The problem: The PhD thesis is about the performance of students.  For each student participating in the study (N>1000), the researcher has his/her score on four subjects: language, science, maths and history. For each subject, each student has three teacher assessments which were awarded in January, March and June. Each score runs from E (Failure) to A (Excellent). So, overall, each student has three ordinal teacher assessment measures for each of four subjects. It is a typical repeated measures case for four variables/subjects with three measures per variable/subject.

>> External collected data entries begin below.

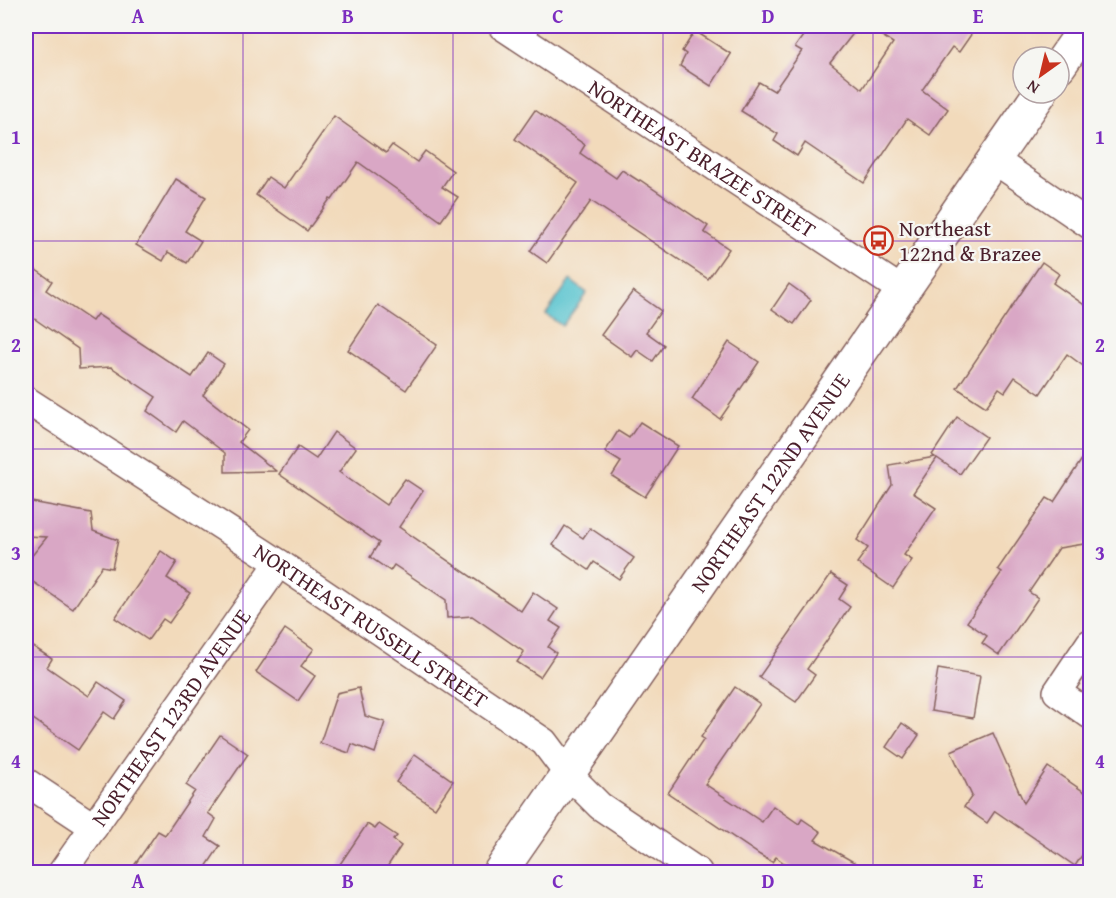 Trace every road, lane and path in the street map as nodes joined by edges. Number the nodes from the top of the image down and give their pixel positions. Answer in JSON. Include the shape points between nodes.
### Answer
{"nodes":[{"id":1,"x":502,"y":26,"type":"edge"},
{"id":2,"x":1087,"y":26,"type":"edge"},
{"id":3,"x":1071,"y":49,"type":"edge"},
{"id":4,"x":1032,"y":105,"type":"edge"},
{"id":5,"x":994,"y":160,"type":"junction"},
{"id":6,"x":1090,"y":225,"type":"edge"},
{"id":7,"x":903,"y":291,"type":"junction"},
{"id":8,"x":26,"y":400,"type":"edge"},
{"id":9,"x":279,"y":563,"type":"junction"},
{"id":10,"x":1090,"y":643,"type":"edge"},
{"id":11,"x":1090,"y":715,"type":"edge"},
{"id":12,"x":568,"y":774,"type":"junction"},
{"id":13,"x":26,"y":782,"type":"edge"},
{"id":14,"x":93,"y":827,"type":"junction"},
{"id":15,"x":62,"y":873,"type":"edge"},
{"id":16,"x":500,"y":873,"type":"edge"},
{"id":17,"x":698,"y":873,"type":"edge"}],
"edges":[{"from":1,"to":7,"type":"street","name":"NORTHEAST BRAZEE STREET"},
{"from":2,"to":3,"type":"main road"},
{"from":4,"to":5,"type":"main road","name":"NORTHEAST 122ND AVENUE"},
{"from":5,"to":6,"type":"street"},
{"from":5,"to":7,"type":"main road","name":"NORTHEAST 122ND AVENUE"},
{"from":7,"to":12,"type":"main road","name":"NORTHEAST 122ND AVENUE"},
{"from":8,"to":9,"type":"street","name":"NORTHEAST RUSSELL STREET"},
{"from":9,"to":12,"type":"street","name":"NORTHEAST RUSSELL STREET","via":[[544,742]]},
{"from":9,"to":14,"type":"street","name":"NORTHEAST 123RD AVENUE"},
{"from":10,"to":11,"type":"street","via":[[1057,692]]},
{"from":12,"to":16,"type":"main road","name":"NORTHEAST 122ND AVENUE"},
{"from":12,"to":17,"type":"street","name":"NORTHEAST RUSSELL STREET","via":[[600,806]]},
{"from":13,"to":14,"type":"street"},
{"from":14,"to":15,"type":"street","name":"NORTHEAST 123RD AVENUE"}]}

Design: Since the data are ordinal (E=1=Failure to A=5=Excellent) the researcher used a Partial Credit Rasch model with three “items” to build four Ability scales, one for each subject (the Rating Scale did not have good fit). Also, the student used all 12 scores (4 subjects X 3 measures) to produce one overall Ability ‘Academic Performance’ measure. Then, the researcher used these Rasch ability measures as dependent variables to run OLS regressions.

Issue 1:
A serious problem spotted by the examiners is that a large proportion of students (around 20%) has perfect scores (three ‘A’s) on some of the four subjects. The researcher used a Winsteps routine to find measures of ability for those students with extreme scores. The examiner has major reservations about the validity of this decision and asks whether these data (extreme scores) should be dropped. The examiner says: “If a Rasch analysis is to be used to derive attainment scores, the final distribution must provide a realistic representation of attainment. This means that the large group of candidates who achieve perfect scores (on the extreme right of the histograms) need to be properly represented. These scores need to be appropriately dealt with by Rash (if this is possible), or they need to be removed from the analysis (with an
assessment made about the impact of the resulting loss of data). ”
To the defense of the researcher, the distance between the “perfect score” and the “perfect-1” estimate is neither huge nor unreasonable: it is around 1.4 logits on a scale which extends from around -11 to 11 logits. When the researcher draws the scatterplot between raw scores and logits, the sigma-curve looks beautifully smooth and the estimates of the extreme scores look neither “too extreme” nor out of tune with the rest data points on the scatterplot. The distance between the “perfect score” and the “perfect-1” estimate is not grossly out of line compared to the other distances between raw scores estimates (for example, the distance between the “perfect-1” and the “perfect-2” scores is only around 0.3 logits smaller).
(a) The researcher needs strong references to defend her decision NOT to drop the extreme data estimates. Can anyone please provide strong peer-reviewed papers to support the decision to keep the extreme score estimates as valid representations of the ability of the participants?

Issue 2:
Stemming from the previous comment, one of the suggestions of the examiners is that the researcher could ditch the Rasch model and instead sum the three measures in one subject (e.g. A+B+B=5+4+4=13) and then use this sum for an OLS regression. The examiner says “A serious discussion needs to be held about the benefits, if any, the Rasch analysis provides over a more direct analytical path (e.g.
a linear regression of results averaged over three
[teacher assessments]”. We all know that this is simply wrong to do because we cannof average ordinal measures and the student already explains this in her Methodology section, but she probably needs more references.
(b) Can anyone please provide a list of (recent, if possible) papers in good peer-reviewed journals which explain that this is not the right thing to do?

Issue 3:
Another suggestion of the examiners is that the researcher could ditch the Rasch model and just use the ordinal measure (E=1=Failure to A=5=Excellent) as a dependent variable in a proportional odds models. This means that the researcher should run three different models for each subject (for the Teacher Assessment awarded in January, March and June).
(c) Can anyone pleased provide a list of (recent, if possible) papers in good peer-reviewed journals which explain that this is NOT better than using the Rasch model to get one linear measure instead of three ordinal?

I feel that the examiners did a very good job overall and were very fair and consistent. They spent too much time to read every little detail in a long thesis, they spotted some important issues and we need to credit them for this. I feel that we may want to help the student address these interesting issues to the full satisfaction of the examiners.